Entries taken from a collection
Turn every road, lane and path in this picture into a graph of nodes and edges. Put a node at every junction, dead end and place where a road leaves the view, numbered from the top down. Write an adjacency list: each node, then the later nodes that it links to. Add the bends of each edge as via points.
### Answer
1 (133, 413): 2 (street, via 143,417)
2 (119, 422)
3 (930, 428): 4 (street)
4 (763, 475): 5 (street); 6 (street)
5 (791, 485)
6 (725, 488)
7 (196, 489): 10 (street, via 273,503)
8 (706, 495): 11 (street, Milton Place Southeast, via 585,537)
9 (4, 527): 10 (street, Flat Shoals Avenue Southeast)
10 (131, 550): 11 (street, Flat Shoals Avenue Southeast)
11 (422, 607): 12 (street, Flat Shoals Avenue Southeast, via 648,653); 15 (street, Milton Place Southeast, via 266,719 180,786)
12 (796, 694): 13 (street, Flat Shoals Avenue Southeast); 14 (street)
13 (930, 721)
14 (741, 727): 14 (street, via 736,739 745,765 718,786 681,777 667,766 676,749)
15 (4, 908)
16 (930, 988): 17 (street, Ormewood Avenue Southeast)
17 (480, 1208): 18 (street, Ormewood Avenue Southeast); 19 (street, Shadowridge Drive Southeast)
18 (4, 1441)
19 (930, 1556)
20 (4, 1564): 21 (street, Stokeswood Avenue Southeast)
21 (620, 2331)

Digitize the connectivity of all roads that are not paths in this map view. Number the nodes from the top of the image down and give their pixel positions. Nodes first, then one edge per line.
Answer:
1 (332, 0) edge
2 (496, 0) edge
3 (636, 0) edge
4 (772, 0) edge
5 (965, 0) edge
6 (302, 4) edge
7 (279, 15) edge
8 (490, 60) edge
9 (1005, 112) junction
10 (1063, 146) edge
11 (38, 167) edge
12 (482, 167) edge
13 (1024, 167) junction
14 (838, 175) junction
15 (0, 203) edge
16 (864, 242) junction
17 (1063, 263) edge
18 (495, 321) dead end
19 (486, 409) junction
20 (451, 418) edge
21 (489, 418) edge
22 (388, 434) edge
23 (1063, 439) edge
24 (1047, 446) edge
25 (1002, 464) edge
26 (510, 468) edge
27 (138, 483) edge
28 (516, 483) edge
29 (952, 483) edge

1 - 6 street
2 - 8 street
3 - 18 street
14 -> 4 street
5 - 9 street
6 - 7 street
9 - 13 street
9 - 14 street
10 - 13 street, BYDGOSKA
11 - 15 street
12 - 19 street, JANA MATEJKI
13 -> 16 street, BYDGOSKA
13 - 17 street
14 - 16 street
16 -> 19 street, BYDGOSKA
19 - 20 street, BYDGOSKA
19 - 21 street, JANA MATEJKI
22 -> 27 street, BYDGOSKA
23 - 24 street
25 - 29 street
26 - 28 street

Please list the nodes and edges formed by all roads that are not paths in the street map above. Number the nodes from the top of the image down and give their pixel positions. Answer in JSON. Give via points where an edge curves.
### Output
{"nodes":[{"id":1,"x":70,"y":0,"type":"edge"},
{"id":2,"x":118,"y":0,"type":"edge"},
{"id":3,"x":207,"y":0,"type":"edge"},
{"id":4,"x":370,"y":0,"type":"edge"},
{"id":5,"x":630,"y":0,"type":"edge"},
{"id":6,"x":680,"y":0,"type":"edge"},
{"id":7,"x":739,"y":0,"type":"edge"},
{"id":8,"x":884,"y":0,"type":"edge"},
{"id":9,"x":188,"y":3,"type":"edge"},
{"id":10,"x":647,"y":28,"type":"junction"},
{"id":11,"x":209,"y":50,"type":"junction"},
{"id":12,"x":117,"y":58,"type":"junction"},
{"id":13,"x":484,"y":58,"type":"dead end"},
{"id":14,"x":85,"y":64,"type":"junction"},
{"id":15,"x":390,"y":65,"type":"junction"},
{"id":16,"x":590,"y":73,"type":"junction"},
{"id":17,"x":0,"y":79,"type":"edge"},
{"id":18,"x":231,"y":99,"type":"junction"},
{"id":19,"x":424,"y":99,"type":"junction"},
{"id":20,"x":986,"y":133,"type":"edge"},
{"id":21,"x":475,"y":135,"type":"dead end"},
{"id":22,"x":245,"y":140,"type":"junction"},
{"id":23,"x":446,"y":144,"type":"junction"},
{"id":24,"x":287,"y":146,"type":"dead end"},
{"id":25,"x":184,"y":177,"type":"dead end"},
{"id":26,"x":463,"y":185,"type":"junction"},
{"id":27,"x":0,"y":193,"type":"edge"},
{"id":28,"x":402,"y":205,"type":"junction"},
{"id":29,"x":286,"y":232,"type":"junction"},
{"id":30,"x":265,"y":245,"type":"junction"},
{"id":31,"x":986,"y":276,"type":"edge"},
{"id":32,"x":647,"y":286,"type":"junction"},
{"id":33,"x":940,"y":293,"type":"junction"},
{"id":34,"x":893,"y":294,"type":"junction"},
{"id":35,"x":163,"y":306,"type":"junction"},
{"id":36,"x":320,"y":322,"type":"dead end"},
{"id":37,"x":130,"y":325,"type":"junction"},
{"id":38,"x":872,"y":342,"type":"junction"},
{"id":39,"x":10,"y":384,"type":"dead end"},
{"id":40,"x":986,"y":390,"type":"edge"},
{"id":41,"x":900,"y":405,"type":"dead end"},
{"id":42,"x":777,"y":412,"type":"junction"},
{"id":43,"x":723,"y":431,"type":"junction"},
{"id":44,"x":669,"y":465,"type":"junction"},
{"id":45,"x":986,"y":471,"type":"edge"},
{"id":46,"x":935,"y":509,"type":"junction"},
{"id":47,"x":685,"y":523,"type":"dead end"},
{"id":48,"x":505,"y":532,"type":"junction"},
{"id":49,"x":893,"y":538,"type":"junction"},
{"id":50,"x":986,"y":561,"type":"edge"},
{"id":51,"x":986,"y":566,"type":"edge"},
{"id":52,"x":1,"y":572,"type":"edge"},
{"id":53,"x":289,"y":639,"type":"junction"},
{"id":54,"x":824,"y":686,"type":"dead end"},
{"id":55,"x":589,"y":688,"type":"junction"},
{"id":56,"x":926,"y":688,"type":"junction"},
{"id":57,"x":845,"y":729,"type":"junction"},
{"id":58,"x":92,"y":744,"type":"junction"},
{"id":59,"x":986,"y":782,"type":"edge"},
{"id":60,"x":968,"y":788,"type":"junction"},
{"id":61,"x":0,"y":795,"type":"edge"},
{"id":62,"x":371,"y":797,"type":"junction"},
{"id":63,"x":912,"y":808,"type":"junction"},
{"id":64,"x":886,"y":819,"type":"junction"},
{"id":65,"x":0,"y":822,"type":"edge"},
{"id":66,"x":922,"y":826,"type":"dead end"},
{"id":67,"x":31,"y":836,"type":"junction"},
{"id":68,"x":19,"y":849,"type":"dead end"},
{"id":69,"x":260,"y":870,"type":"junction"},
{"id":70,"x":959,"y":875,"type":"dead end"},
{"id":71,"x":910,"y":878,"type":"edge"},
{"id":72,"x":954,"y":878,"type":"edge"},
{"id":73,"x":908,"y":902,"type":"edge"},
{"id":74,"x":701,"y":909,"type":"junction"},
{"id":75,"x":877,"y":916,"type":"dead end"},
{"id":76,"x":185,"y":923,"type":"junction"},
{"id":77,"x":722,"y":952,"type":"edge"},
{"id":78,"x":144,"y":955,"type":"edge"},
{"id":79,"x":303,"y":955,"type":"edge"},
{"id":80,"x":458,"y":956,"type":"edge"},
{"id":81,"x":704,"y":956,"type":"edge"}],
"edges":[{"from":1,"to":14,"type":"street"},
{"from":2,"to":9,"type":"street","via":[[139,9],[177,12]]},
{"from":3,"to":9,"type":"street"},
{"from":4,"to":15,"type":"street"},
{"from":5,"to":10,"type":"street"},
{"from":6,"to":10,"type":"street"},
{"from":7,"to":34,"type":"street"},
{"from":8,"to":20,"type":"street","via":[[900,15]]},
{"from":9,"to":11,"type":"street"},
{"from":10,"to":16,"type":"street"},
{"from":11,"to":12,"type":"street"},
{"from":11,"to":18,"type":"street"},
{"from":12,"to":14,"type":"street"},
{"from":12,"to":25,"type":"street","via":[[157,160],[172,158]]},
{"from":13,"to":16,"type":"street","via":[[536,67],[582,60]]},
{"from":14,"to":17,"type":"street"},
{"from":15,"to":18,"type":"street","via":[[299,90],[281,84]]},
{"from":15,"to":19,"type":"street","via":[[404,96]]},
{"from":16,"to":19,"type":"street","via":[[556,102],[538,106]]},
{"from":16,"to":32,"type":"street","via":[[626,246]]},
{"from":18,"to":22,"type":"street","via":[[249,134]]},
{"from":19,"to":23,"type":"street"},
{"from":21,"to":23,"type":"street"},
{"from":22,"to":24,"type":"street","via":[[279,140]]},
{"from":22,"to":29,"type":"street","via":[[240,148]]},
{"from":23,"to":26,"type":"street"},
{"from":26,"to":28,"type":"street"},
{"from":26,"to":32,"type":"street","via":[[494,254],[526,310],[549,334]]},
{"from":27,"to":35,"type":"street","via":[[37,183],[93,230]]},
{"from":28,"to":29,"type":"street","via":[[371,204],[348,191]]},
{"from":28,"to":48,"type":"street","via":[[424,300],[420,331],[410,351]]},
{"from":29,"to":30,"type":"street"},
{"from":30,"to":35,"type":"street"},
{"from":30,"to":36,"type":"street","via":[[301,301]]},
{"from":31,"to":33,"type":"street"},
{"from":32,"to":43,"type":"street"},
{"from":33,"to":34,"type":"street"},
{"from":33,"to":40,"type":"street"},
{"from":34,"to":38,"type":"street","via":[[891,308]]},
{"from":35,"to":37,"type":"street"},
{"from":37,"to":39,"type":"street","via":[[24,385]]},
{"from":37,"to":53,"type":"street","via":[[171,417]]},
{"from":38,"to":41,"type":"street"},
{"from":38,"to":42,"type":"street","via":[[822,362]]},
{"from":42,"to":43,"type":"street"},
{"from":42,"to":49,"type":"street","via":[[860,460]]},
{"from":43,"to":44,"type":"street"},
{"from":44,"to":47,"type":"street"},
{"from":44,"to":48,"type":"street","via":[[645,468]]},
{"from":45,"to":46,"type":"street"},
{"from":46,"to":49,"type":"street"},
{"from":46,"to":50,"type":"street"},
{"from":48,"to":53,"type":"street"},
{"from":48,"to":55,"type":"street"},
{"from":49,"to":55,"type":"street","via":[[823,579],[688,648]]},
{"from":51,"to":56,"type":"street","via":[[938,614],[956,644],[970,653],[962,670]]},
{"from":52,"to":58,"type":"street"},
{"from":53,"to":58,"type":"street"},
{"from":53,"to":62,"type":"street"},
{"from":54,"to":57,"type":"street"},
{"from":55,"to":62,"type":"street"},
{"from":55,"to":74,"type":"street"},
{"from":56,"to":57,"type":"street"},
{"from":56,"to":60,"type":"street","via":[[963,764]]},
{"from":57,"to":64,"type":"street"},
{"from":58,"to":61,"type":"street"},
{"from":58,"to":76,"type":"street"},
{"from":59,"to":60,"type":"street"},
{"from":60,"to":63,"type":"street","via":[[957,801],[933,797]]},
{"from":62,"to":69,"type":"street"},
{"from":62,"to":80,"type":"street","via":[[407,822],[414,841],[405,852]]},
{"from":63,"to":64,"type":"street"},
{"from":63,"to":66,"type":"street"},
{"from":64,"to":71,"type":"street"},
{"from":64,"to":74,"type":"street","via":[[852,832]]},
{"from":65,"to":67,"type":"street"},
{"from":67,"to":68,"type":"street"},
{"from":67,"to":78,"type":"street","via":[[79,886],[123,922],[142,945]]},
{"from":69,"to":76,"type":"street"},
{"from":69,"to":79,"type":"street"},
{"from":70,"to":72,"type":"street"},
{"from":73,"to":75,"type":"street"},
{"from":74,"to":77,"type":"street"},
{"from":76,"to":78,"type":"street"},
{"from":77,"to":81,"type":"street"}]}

*Aim of the task:*
Transcribe exactly, and only, the lines from the opening line of the records through the line containing "Digitize the connectivity".

*Output:*
Turn every road, lane and path in this picture into a graph of nodes and edges. Put a node at every junction, dead end and place where a road leaves the view, numbered from the top down. Write an adjacency list: each node, then the later nodes that it links to. Add the bends of each edge as via points.
### Answer
1 (133, 413): 2 (street, via 143,417)
2 (119, 422)
3 (930, 428): 4 (street)
4 (763, 475): 5 (street); 6 (street)
5 (791, 485)
6 (725, 488)
7 (196, 489): 10 (street, via 273,503)
8 (706, 495): 11 (street, Milton Place Southeast, via 585,537)
9 (4, 527): 10 (street, Flat Shoals Avenue Southeast)
10 (131, 550): 11 (street, Flat Shoals Avenue Southeast)
11 (422, 607): 12 (street, Flat Shoals Avenue Southeast, via 648,653); 15 (street, Milton Place Southeast, via 266,719 180,786)
12 (796, 694): 13 (street, Flat Shoals Avenue Southeast); 14 (street)
13 (930, 721)
14 (741, 727): 14 (street, via 736,739 745,765 718,786 681,777 667,766 676,749)
15 (4, 908)
16 (930, 988): 17 (street, Ormewood Avenue Southeast)
17 (480, 1208): 18 (street, Ormewood Avenue Southeast); 19 (street, Shadowridge Drive Southeast)
18 (4, 1441)
19 (930, 1556)
20 (4, 1564): 21 (street, Stokeswood Avenue Southeast)
21 (620, 2331)

Digitize the connectivity of all roads that are not paths in this map view. Number the nodes from the top of the image down and give their pixel positions. Nodes first, then one edge per line.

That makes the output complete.